The **bcorsis** result shows that the first and the third variable are the two most important variables in 3000 explanatory variables which is consistent to simulation settings.

Survival analysis is a commonly used method for the analysis of censored data such as biological death and mechanical failure, which is usually subject to censoring. The main goal of survival analysis is to study the dependence of the survival time \(T\) on covariate variables \(X, X \in R^{p}\).

With the remarkable development of modern technology, a huge amount of covariate information such as microarray and SNP data are collected. Consequently, SIS procedure designed for censored survival data is in need. Pan et al(2017) proposed a extend BCor-SIS procedure which is able to selected the significant variables for censored data.
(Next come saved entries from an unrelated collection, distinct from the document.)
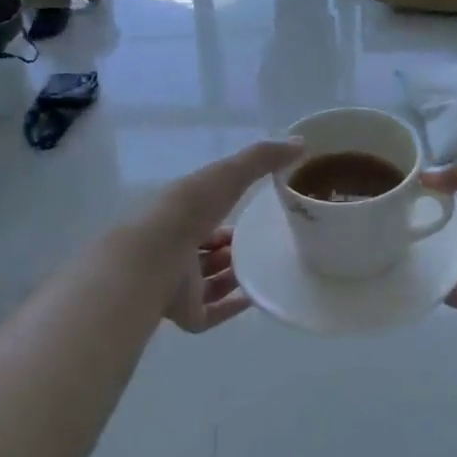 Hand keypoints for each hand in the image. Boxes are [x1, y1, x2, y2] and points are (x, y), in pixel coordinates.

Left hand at [148, 139, 303, 331]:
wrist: (156, 258)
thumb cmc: (189, 210)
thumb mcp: (229, 174)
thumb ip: (262, 158)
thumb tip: (301, 143)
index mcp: (179, 215)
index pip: (205, 213)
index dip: (225, 210)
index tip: (252, 210)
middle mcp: (175, 248)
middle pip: (205, 249)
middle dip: (229, 246)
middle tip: (260, 242)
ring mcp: (178, 283)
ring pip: (208, 281)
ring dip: (232, 274)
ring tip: (262, 266)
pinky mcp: (186, 313)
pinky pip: (212, 313)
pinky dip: (232, 306)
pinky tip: (256, 298) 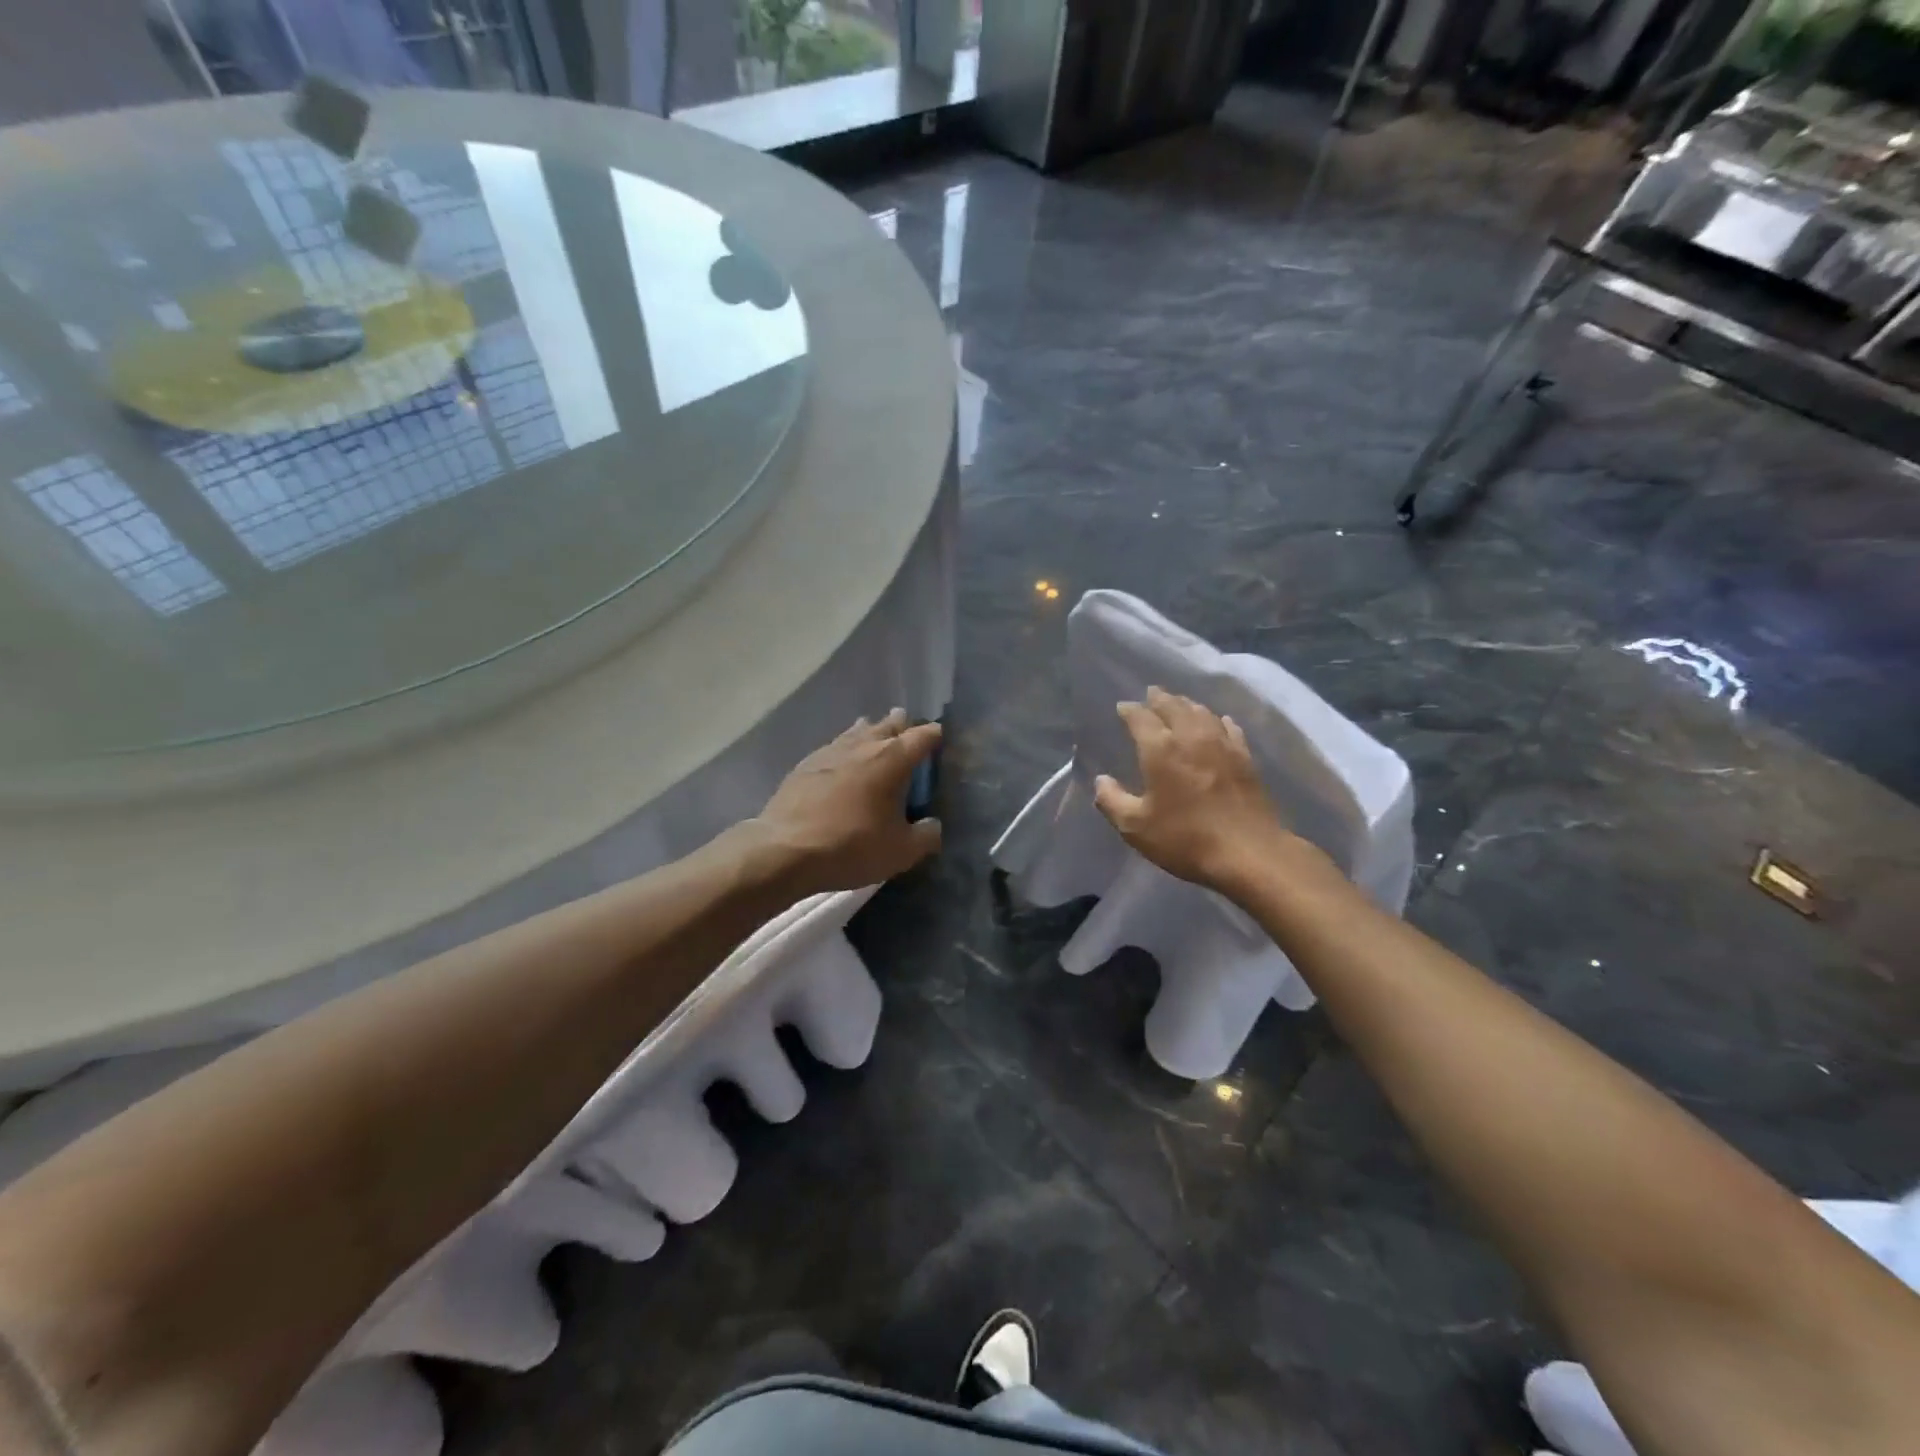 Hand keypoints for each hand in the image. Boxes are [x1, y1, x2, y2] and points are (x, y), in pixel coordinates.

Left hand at [753, 709, 942, 894]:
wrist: (784, 850)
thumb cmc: (850, 846)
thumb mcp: (900, 851)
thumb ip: (926, 836)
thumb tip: (933, 826)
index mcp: (892, 759)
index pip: (921, 736)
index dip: (934, 736)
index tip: (940, 739)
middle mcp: (862, 746)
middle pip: (887, 725)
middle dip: (901, 726)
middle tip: (908, 729)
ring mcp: (830, 752)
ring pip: (857, 731)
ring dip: (870, 730)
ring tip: (875, 732)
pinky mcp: (805, 765)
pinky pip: (833, 746)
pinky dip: (844, 748)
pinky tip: (840, 759)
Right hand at [1093, 687, 1295, 895]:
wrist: (1249, 853)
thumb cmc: (1185, 839)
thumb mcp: (1135, 827)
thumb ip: (1112, 801)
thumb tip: (1101, 780)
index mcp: (1160, 749)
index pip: (1141, 718)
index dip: (1129, 710)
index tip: (1122, 707)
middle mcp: (1191, 737)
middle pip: (1174, 706)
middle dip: (1159, 698)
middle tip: (1151, 694)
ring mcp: (1222, 745)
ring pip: (1202, 713)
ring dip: (1187, 704)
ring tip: (1179, 703)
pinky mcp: (1245, 758)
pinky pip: (1229, 728)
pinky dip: (1218, 720)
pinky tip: (1219, 721)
We implement BCor-SIS procedure for survival data in **Ball** package and use a publicly lung cancer genomic data from the Chemores Cohort Study to demonstrate its usage. The data outcome was the “Disease-Free Survival Time”. Patients were followed until the first relapse occurred or administrative censoring. In this genomic dataset, the expression levels of mRNA, miRNA as well as clinical variables from the 123 samples were included. Moreover, this dataset include 944 biological covariates and 1056 artificial standard gaussian variables which are independence with response. We employ extension of Bcor-SIS on this data to hunt for efficient covariates and demonstrate detailed procedure in the following.

```
result <- bcorsis(x = genlung[["covariate"]],
y = genlung[["survival"]],
d = "small", method = "survival")
top_gene <- colnames(genlung[["covariate"]])[result[["ix"]]]
head(top_gene, n = 1)
```

`# [1] "hsa.miR.564"`

We first pass covariates and censored information to arugments *x* and *y*, and set the *method = “survival”* to indicate that the *y* should be considered as a survival status containing event time and censored status. BCor-SIS asserts that *hsa.miR.564*, corresponding to gene *MIR564*, is strongly relevant to disease-free survival status. The conclusion is highly coincident with the statement in other public literature.